WORK INSTRUCTION:
Reproduce the full set of records that follow, exactly as shown.

PROVIDED ENTRIES:
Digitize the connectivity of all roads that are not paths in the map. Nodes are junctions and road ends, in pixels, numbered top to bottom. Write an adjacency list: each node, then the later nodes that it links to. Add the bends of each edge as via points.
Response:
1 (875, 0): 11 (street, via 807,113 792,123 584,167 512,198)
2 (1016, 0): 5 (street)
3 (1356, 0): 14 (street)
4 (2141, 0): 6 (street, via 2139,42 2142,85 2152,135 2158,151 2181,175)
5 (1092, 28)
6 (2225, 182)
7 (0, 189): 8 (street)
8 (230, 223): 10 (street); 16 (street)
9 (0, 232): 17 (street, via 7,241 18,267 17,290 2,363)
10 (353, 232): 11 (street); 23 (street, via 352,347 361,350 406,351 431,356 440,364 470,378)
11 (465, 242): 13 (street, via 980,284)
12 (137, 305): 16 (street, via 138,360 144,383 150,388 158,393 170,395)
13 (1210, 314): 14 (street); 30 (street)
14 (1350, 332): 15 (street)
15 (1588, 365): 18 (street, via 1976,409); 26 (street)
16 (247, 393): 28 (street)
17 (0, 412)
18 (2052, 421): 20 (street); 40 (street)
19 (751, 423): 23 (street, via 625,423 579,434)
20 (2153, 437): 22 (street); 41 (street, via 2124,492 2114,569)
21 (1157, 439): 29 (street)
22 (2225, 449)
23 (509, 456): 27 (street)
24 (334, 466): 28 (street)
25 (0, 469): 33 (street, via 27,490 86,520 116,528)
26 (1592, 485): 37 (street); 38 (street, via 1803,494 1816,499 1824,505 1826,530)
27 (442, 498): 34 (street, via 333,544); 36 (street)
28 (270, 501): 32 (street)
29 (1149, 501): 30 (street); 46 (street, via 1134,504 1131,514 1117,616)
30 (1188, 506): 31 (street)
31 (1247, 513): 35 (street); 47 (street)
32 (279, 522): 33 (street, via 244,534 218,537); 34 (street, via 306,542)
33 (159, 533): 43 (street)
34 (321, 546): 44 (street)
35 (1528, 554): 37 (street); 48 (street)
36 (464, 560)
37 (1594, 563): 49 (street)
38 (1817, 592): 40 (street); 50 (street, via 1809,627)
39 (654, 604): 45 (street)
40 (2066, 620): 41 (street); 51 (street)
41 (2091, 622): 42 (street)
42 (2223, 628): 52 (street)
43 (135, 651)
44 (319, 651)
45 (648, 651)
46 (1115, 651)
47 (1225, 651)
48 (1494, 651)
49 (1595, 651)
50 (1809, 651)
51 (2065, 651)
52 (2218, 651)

ANSWER BOX:
Digitize the connectivity of all roads that are not paths in the map. Nodes are junctions and road ends, in pixels, numbered top to bottom. Write an adjacency list: each node, then the later nodes that it links to. Add the bends of each edge as via points.
Response:
1 (875, 0): 11 (street, via 807,113 792,123 584,167 512,198)
2 (1016, 0): 5 (street)
3 (1356, 0): 14 (street)
4 (2141, 0): 6 (street, via 2139,42 2142,85 2152,135 2158,151 2181,175)
5 (1092, 28)
6 (2225, 182)
7 (0, 189): 8 (street)
8 (230, 223): 10 (street); 16 (street)
9 (0, 232): 17 (street, via 7,241 18,267 17,290 2,363)
10 (353, 232): 11 (street); 23 (street, via 352,347 361,350 406,351 431,356 440,364 470,378)
11 (465, 242): 13 (street, via 980,284)
12 (137, 305): 16 (street, via 138,360 144,383 150,388 158,393 170,395)
13 (1210, 314): 14 (street); 30 (street)
14 (1350, 332): 15 (street)
15 (1588, 365): 18 (street, via 1976,409); 26 (street)
16 (247, 393): 28 (street)
17 (0, 412)
18 (2052, 421): 20 (street); 40 (street)
19 (751, 423): 23 (street, via 625,423 579,434)
20 (2153, 437): 22 (street); 41 (street, via 2124,492 2114,569)
21 (1157, 439): 29 (street)
22 (2225, 449)
23 (509, 456): 27 (street)
24 (334, 466): 28 (street)
25 (0, 469): 33 (street, via 27,490 86,520 116,528)
26 (1592, 485): 37 (street); 38 (street, via 1803,494 1816,499 1824,505 1826,530)
27 (442, 498): 34 (street, via 333,544); 36 (street)
28 (270, 501): 32 (street)
29 (1149, 501): 30 (street); 46 (street, via 1134,504 1131,514 1117,616)
30 (1188, 506): 31 (street)
31 (1247, 513): 35 (street); 47 (street)
32 (279, 522): 33 (street, via 244,534 218,537); 34 (street, via 306,542)
33 (159, 533): 43 (street)
34 (321, 546): 44 (street)
35 (1528, 554): 37 (street); 48 (street)
36 (464, 560)
37 (1594, 563): 49 (street)
38 (1817, 592): 40 (street); 50 (street, via 1809,627)
39 (654, 604): 45 (street)
40 (2066, 620): 41 (street); 51 (street)
41 (2091, 622): 42 (street)
42 (2223, 628): 52 (street)
43 (135, 651)
44 (319, 651)
45 (648, 651)
46 (1115, 651)
47 (1225, 651)
48 (1494, 651)
49 (1595, 651)
50 (1809, 651)
51 (2065, 651)
52 (2218, 651)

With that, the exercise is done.